[EXERCISE DATA Boundary: Start]
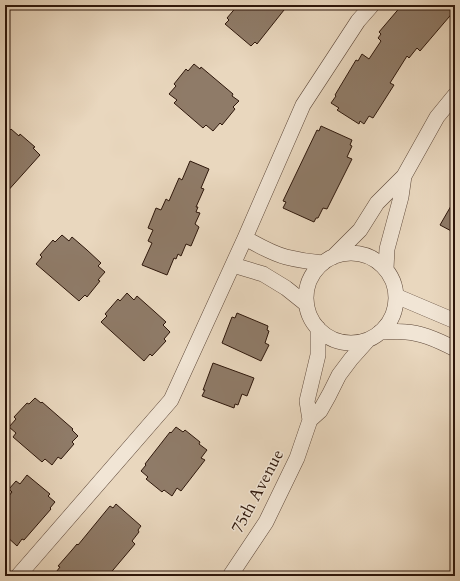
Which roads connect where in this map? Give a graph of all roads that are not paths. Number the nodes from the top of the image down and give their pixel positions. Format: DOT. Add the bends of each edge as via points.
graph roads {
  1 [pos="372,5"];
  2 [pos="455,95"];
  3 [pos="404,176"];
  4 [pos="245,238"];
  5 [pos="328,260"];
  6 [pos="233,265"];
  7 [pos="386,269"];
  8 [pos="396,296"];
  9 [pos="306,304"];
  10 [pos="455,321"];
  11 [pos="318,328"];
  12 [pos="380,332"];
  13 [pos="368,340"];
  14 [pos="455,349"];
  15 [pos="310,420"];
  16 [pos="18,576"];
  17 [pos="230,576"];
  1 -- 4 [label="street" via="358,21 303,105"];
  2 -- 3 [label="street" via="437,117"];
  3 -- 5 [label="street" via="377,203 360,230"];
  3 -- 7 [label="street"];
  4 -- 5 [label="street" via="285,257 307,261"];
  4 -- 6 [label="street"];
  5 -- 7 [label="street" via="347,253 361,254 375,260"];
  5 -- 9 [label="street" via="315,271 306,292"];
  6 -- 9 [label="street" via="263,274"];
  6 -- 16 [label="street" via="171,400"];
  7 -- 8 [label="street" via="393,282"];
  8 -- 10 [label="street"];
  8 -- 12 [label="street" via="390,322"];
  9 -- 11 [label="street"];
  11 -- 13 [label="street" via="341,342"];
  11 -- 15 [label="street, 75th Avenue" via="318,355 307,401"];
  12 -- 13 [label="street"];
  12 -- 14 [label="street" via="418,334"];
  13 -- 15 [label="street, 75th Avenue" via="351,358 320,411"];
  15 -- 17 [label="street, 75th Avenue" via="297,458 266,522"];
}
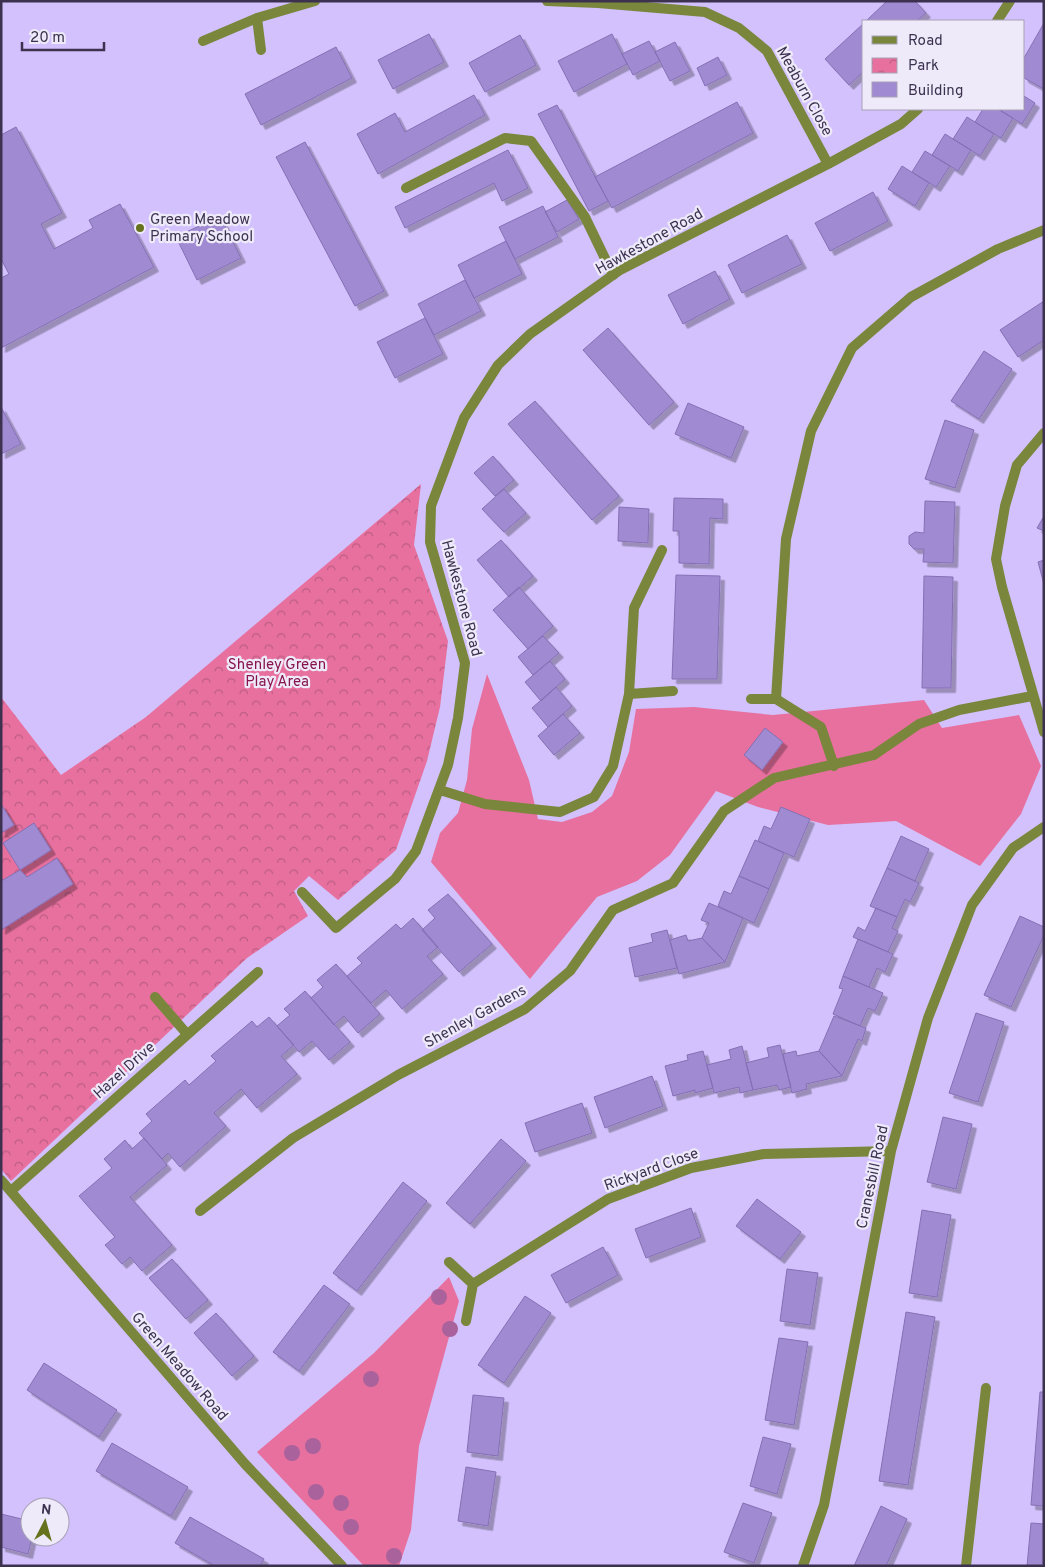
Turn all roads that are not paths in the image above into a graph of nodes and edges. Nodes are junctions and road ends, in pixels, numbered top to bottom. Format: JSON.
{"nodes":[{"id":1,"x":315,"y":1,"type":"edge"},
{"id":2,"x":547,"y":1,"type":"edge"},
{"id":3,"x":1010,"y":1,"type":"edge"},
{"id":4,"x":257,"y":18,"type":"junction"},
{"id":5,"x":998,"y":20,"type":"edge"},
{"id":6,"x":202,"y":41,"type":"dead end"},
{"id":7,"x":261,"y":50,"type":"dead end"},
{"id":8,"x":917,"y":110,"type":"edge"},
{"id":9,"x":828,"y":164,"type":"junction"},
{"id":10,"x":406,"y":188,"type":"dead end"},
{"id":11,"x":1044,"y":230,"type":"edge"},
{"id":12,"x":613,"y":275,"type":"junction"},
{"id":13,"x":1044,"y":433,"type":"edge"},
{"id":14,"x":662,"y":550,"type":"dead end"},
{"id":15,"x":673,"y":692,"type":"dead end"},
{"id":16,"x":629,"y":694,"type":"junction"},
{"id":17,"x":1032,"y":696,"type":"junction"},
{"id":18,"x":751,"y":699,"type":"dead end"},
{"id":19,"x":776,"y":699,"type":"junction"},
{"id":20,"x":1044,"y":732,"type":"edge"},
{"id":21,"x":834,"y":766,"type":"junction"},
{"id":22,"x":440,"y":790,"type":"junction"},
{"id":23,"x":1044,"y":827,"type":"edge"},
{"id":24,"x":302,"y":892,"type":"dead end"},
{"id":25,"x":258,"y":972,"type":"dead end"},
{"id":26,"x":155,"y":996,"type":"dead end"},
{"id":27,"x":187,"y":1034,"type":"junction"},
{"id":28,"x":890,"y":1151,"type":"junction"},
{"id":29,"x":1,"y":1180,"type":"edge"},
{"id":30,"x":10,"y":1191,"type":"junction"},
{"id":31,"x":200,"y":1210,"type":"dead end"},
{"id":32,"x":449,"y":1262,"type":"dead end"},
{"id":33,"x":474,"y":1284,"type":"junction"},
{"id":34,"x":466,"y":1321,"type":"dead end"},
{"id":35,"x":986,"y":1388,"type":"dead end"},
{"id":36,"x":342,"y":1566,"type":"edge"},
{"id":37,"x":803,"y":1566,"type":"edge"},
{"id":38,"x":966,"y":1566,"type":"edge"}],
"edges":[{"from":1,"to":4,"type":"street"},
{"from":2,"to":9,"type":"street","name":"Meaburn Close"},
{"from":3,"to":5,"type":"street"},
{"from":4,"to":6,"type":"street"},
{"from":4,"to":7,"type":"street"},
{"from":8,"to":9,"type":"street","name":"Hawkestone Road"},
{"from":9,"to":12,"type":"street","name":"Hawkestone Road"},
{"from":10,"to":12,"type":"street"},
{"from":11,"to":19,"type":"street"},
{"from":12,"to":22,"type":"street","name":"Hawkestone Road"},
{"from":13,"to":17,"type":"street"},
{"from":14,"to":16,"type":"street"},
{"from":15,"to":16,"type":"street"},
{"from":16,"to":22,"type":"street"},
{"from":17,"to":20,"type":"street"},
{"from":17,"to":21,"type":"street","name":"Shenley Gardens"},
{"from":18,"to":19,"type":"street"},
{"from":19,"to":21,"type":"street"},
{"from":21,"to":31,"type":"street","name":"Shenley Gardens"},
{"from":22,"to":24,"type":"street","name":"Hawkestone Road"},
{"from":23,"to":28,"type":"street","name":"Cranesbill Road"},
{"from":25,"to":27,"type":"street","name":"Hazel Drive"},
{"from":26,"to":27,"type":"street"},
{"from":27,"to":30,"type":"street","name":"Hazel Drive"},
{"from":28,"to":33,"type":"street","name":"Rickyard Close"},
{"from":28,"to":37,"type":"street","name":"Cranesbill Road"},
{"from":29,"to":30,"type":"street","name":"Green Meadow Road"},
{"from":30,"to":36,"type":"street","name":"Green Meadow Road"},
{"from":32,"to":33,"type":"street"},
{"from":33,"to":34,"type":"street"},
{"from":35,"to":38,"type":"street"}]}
[EXERCISE DATA Boundary: End]
__YOUR INSTRUCTIONS__. Repeat the entries exactly and keep the pictures out of the copy.

__EXERCISE OUTPUT__.
Which roads connect where in this map? Give a graph of all roads that are not paths. Number the nodes from the top of the image down and give their pixel positions. Format: DOT. Add the bends of each edge as via points.
graph roads {
  1 [pos="372,5"];
  2 [pos="455,95"];
  3 [pos="404,176"];
  4 [pos="245,238"];
  5 [pos="328,260"];
  6 [pos="233,265"];
  7 [pos="386,269"];
  8 [pos="396,296"];
  9 [pos="306,304"];
  10 [pos="455,321"];
  11 [pos="318,328"];
  12 [pos="380,332"];
  13 [pos="368,340"];
  14 [pos="455,349"];
  15 [pos="310,420"];
  16 [pos="18,576"];
  17 [pos="230,576"];
  1 -- 4 [label="street" via="358,21 303,105"];
  2 -- 3 [label="street" via="437,117"];
  3 -- 5 [label="street" via="377,203 360,230"];
  3 -- 7 [label="street"];
  4 -- 5 [label="street" via="285,257 307,261"];
  4 -- 6 [label="street"];
  5 -- 7 [label="street" via="347,253 361,254 375,260"];
  5 -- 9 [label="street" via="315,271 306,292"];
  6 -- 9 [label="street" via="263,274"];
  6 -- 16 [label="street" via="171,400"];
  7 -- 8 [label="street" via="393,282"];
  8 -- 10 [label="street"];
  8 -- 12 [label="street" via="390,322"];
  9 -- 11 [label="street"];
  11 -- 13 [label="street" via="341,342"];
  11 -- 15 [label="street, 75th Avenue" via="318,355 307,401"];
  12 -- 13 [label="street"];
  12 -- 14 [label="street" via="418,334"];
  13 -- 15 [label="street, 75th Avenue" via="351,358 320,411"];
  15 -- 17 [label="street, 75th Avenue" via="297,458 266,522"];
}
Turn all roads that are not paths in the image above into a graph of nodes and edges. Nodes are junctions and road ends, in pixels, numbered top to bottom. Format: JSON.
{"nodes":[{"id":1,"x":315,"y":1,"type":"edge"},
{"id":2,"x":547,"y":1,"type":"edge"},
{"id":3,"x":1010,"y":1,"type":"edge"},
{"id":4,"x":257,"y":18,"type":"junction"},
{"id":5,"x":998,"y":20,"type":"edge"},
{"id":6,"x":202,"y":41,"type":"dead end"},
{"id":7,"x":261,"y":50,"type":"dead end"},
{"id":8,"x":917,"y":110,"type":"edge"},
{"id":9,"x":828,"y":164,"type":"junction"},
{"id":10,"x":406,"y":188,"type":"dead end"},
{"id":11,"x":1044,"y":230,"type":"edge"},
{"id":12,"x":613,"y":275,"type":"junction"},
{"id":13,"x":1044,"y":433,"type":"edge"},
{"id":14,"x":662,"y":550,"type":"dead end"},
{"id":15,"x":673,"y":692,"type":"dead end"},
{"id":16,"x":629,"y":694,"type":"junction"},
{"id":17,"x":1032,"y":696,"type":"junction"},
{"id":18,"x":751,"y":699,"type":"dead end"},
{"id":19,"x":776,"y":699,"type":"junction"},
{"id":20,"x":1044,"y":732,"type":"edge"},
{"id":21,"x":834,"y":766,"type":"junction"},
{"id":22,"x":440,"y":790,"type":"junction"},
{"id":23,"x":1044,"y":827,"type":"edge"},
{"id":24,"x":302,"y":892,"type":"dead end"},
{"id":25,"x":258,"y":972,"type":"dead end"},
{"id":26,"x":155,"y":996,"type":"dead end"},
{"id":27,"x":187,"y":1034,"type":"junction"},
{"id":28,"x":890,"y":1151,"type":"junction"},
{"id":29,"x":1,"y":1180,"type":"edge"},
{"id":30,"x":10,"y":1191,"type":"junction"},
{"id":31,"x":200,"y":1210,"type":"dead end"},
{"id":32,"x":449,"y":1262,"type":"dead end"},
{"id":33,"x":474,"y":1284,"type":"junction"},
{"id":34,"x":466,"y":1321,"type":"dead end"},
{"id":35,"x":986,"y":1388,"type":"dead end"},
{"id":36,"x":342,"y":1566,"type":"edge"},
{"id":37,"x":803,"y":1566,"type":"edge"},
{"id":38,"x":966,"y":1566,"type":"edge"}],
"edges":[{"from":1,"to":4,"type":"street"},
{"from":2,"to":9,"type":"street","name":"Meaburn Close"},
{"from":3,"to":5,"type":"street"},
{"from":4,"to":6,"type":"street"},
{"from":4,"to":7,"type":"street"},
{"from":8,"to":9,"type":"street","name":"Hawkestone Road"},
{"from":9,"to":12,"type":"street","name":"Hawkestone Road"},
{"from":10,"to":12,"type":"street"},
{"from":11,"to":19,"type":"street"},
{"from":12,"to":22,"type":"street","name":"Hawkestone Road"},
{"from":13,"to":17,"type":"street"},
{"from":14,"to":16,"type":"street"},
{"from":15,"to":16,"type":"street"},
{"from":16,"to":22,"type":"street"},
{"from":17,"to":20,"type":"street"},
{"from":17,"to":21,"type":"street","name":"Shenley Gardens"},
{"from":18,"to":19,"type":"street"},
{"from":19,"to":21,"type":"street"},
{"from":21,"to":31,"type":"street","name":"Shenley Gardens"},
{"from":22,"to":24,"type":"street","name":"Hawkestone Road"},
{"from":23,"to":28,"type":"street","name":"Cranesbill Road"},
{"from":25,"to":27,"type":"street","name":"Hazel Drive"},
{"from":26,"to":27,"type":"street"},
{"from":27,"to":30,"type":"street","name":"Hazel Drive"},
{"from":28,"to":33,"type":"street","name":"Rickyard Close"},
{"from":28,"to":37,"type":"street","name":"Cranesbill Road"},
{"from":29,"to":30,"type":"street","name":"Green Meadow Road"},
{"from":30,"to":36,"type":"street","name":"Green Meadow Road"},
{"from":32,"to":33,"type":"street"},
{"from":33,"to":34,"type":"street"},
{"from":35,"to":38,"type":"street"}]}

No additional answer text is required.